Un signal inquiétant pour la santé masculine. Le taux moyen de testostérone chez les hommes a considérablement diminué au cours des cinquante dernières années. C'est ce que révèle une vaste étude internationale, selon laquelle cette hormone essentielle à la santé masculine a chuté de plus de 50% entre 1972 et 2019. Les chercheurs estiment que cette baisse s'est accélérée depuis les années 2000 et s'inquiètent de ses conséquences sur la fertilité et la santé en général.
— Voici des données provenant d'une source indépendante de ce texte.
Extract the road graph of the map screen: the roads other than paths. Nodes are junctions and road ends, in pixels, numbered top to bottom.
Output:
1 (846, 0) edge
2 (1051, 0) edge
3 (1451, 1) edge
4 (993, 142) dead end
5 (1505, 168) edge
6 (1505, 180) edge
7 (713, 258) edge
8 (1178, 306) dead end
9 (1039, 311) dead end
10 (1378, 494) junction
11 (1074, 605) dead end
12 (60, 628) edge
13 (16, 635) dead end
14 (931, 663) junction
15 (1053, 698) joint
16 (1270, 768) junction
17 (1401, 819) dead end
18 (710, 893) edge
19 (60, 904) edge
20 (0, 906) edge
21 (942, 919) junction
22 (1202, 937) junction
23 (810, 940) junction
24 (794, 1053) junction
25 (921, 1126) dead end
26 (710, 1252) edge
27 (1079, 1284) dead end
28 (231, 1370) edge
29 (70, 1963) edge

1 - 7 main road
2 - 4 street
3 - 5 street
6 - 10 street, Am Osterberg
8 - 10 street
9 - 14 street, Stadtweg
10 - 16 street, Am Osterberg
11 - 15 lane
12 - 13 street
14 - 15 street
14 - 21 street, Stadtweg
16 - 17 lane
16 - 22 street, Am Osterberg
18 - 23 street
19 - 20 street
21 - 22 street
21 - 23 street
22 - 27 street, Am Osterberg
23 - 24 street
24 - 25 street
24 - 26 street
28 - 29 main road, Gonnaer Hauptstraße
Pour parvenir à cette conclusion, les scientifiques ont analysé les données de plus de 8.650 études réalisées dans plusieurs pays, dont les États-Unis, le Danemark, la Finlande, Israël et le Brésil. Au total, les résultats portent sur plus de 102.334 hommes, ce qui en fait l'une des analyses les plus complètes réalisées sur le sujet.
Obésité, diabète… mais pas seulement
La testostérone ne se limite pas à son rôle dans la sexualité. Cette hormone est essentielle au maintien de la masse musculaire, de la densité osseuse, de l'énergie, de l'humeur et des fonctions reproductives. Une diminution importante de son taux peut donc avoir des répercussions bien au-delà de la fertilité.
Les auteurs de l'étude estiment que cette évolution constitue un véritable signal d'alerte et appellent à renforcer les politiques de santé publique afin de mieux comprendre les causes de ce phénomène et ses conséquences à long terme sur la santé des hommes.
Les chercheurs rappellent que plusieurs facteurs connus favorisent une baisse de la testostérone. L'obésité, par exemple, augmente la transformation de la testostérone en œstrogènes, tandis que le diabète est également associé à des taux hormonaux plus faibles. Toutefois, ces éléments ne suffisent pas à expliquer l'ampleur du déclin observé. Les scientifiques soupçonnent que notre environnement joue également un rôle important.
Les facteurs environnementaux dans le viseur
Parmi les pistes étudiées figurent la pollution atmosphérique, l'exposition aux perturbateurs endocriniens présents dans certains plastiques, pesticides ou produits chimiques, mais aussi les changements de mode de vie. Pour les auteurs, ces expositions pourraient contribuer à altérer progressivement la santé hormonale et reproductive des hommes.
"Nous sommes confrontés à une crise majeure en matière de santé reproductive masculine et elle ne reçoit actuellement pas suffisamment d'attention", a déclaré à nos confrères de Guardian Hagai Levine, épidémiologiste et spécialiste en médecine de santé publique,et co-auteurs de l'étude. "La santé reproductive est un indicateur très important de la santé générale", a ajouté le spécialiste.
Si les taux d'hormones varient aussi selon l'âge et le mode de vie, les chercheurs évoquent également l'utilisation croissante de traitements à base de testostérone. Pourtant ces médicaments qui permettent de corriger un déficit hormonal chez certains patients, peuvent à contrario réduire la production naturelle de spermatozoïdes lorsqu'ils sont utilisés de manière inadaptée.
Les scientifiques soulignent toutefois qu'il reste nécessaire de poursuivre les recherches afin de déterminer précisément la part de responsabilité des facteurs environnementaux, du mode de vie et des maladies métaboliques comme l'obésité ou le diabète.